Montaigne : on ne peut trouver de critère de vérité

Pour juger des apparences que nous recevons des sujets, il nous faudrait un instrument judicatoire; pour vérifier cet instrument, il nous y faut de la démonstration; pour vérifier la démonstration, un instrument : nous voilà au rouet. Puisque les sens ne peuvent arrêter notre dispute, étant pleins eux-mêmes d'incertitude, il faut que ce soit la raison; aucune raison ne s'établira sans une autre raison : nous voilà à reculons jusques à l'infini.

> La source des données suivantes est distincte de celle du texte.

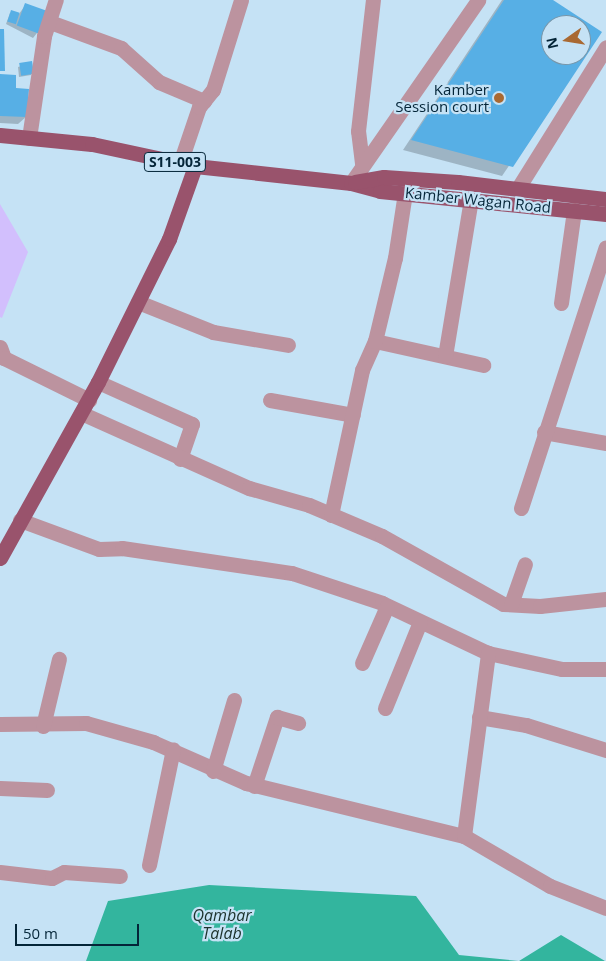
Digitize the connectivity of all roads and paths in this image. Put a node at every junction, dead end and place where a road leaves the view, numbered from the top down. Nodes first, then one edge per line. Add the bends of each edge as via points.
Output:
1 (56, 0) edge
2 (241, 0) edge
3 (373, 0) edge
4 (478, 0) edge
5 (50, 22) junction
6 (604, 52) edge
7 (204, 101) junction
8 (0, 135) edge
9 (29, 138) junction
10 (180, 163) junction
11 (362, 163) junction
12 (196, 166) junction
13 (351, 183) junction
14 (518, 188) junction
15 (405, 193) junction
16 (471, 199) junction
17 (606, 199) edge
18 (574, 210) junction
19 (606, 214) edge
20 (606, 247) edge
21 (138, 302) junction
22 (560, 303) dead end
23 (375, 341) junction
24 (288, 345) dead end
25 (0, 347) edge
26 (445, 356) junction
27 (482, 365) dead end
28 (98, 382) junction
29 (89, 400) junction
30 (270, 400) dead end
31 (81, 413) junction
32 (352, 415) junction
33 (544, 432) junction
34 (606, 444) edge
35 (180, 460) junction
36 (521, 508) dead end
37 (331, 515) junction
38 (20, 520) junction
39 (1, 556) edge
40 (525, 564) dead end
41 (606, 599) edge
42 (511, 604) junction
43 (387, 606) junction
44 (420, 622) junction
45 (488, 653) junction
46 (59, 659) dead end
47 (362, 663) dead end
48 (606, 669) edge
49 (234, 700) dead end
50 (385, 708) dead end
51 (479, 716) junction
52 (0, 724) edge
53 (298, 724) dead end
54 (43, 726) junction
55 (173, 749) junction
56 (606, 750) edge
57 (213, 771) junction
58 (254, 786) junction
59 (0, 788) edge
60 (47, 790) dead end
61 (464, 836) junction
62 (149, 865) dead end
63 (0, 872) edge
64 (120, 876) dead end
65 (606, 908) edge

1 - 5 street
2 - 7 street via 213,90
3 - 11 street via 358,131
4 - 11 street
5 - 7 street via 121,48 159,82
5 - 9 street
6 - 14 street
7 - 10 street
8 - 9 main road, Kamber Wagan Road / S11-003
9 - 10 main road, Kamber Wagan Road / S11-003 via 92,144
10 - 12 main road, Kamber Wagan Road / S11-003
11 - 13 street
12 - 13 main road, Kamber Wagan Road / S11-003
12 - 21 main road via 169,239
13 - 14 main road, Kamber Wagan Road / S11-003 via 384,177
13 - 15 main road, Kamber Wagan Road / S11-003
14 - 17 main road, Kamber Wagan Road / S11-003
15 - 16 main road, Kamber Wagan Road / S11-003
15 - 23 street
16 - 18 main road, Kamber Wagan Road / S11-003
16 - 26 street
18 - 19 main road, Kamber Wagan Road / S11-003
18 - 22 street
20 - 33 street
21 - 24 street via 213,332
21 - 28 main road
23 - 26 street
23 - 32 street via 362,370
25 - 29 street via 4,358
26 - 27 street
28 - 29 main road
28 - 35 street via 192,424
29 - 31 main road
30 - 32 street
31 - 35 street
31 - 38 main road
32 - 37 street
33 - 34 street
33 - 36 street
35 - 37 street
37 - 42 street via 382,536
38 - 39 main road
38 - 43 street via 100,549 122,548 251,564
40 - 42 street
41 - 42 street via 540,606
43 - 44 street
43 - 47 street
44 - 45 street
44 - 50 street
45 - 48 street via 562,668
45 - 51 street
46 - 54 street
49 - 57 street
51 - 56 street via 526,725
51 - 61 street
52 - 54 street
53 - 58 street via 278,717
54 - 55 street via 86,723
55 - 57 street
55 - 62 street
57 - 58 street
58 - 61 street
59 - 60 street
61 - 65 street via 550,886
63 - 64 street via 52,878 64,872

Notre fantaisie ne s'applique pas aux choses étrangères, mais elle est conçue par l'entremise des sens; et les sens ne comprennent pas le sujet étranger, mais seulement leurs propres passions; et par ainsi la fantaisie et apparence n'est pas du sujet, mais seulement de la passion et souffrance du sens, laquelle passion et sujet sont choses diverses : par quoi qui juge par les apparences, juge par chose autre que le sujet. Et de dire que les passions des sens rapportent à l'âme la qualité des sujets étrangers par ressemblance, comment se peut l'âme et l'entendement assurer de cette
ressemblance, n'ayant de soi nul commerce avec les sujets étrangers ? Tout ainsi comme, qui ne connaît pas Socrate, voyant son portrait, ne peut dire qu'il lui ressemble. Or qui voudrait toutefois juger par les apparences : si c'est par toutes, il est impossible, car elles s'entr'empêchent par leurs contrariétés et discrépances, comme nous voyons par expérience. Sera-ce qu'aucunes apparences choisies règlent les autres ? Il faudra vérifier celle choisie par une autre choisie, la seconde par la tierce : et par ainsi ce ne sera jamais fait.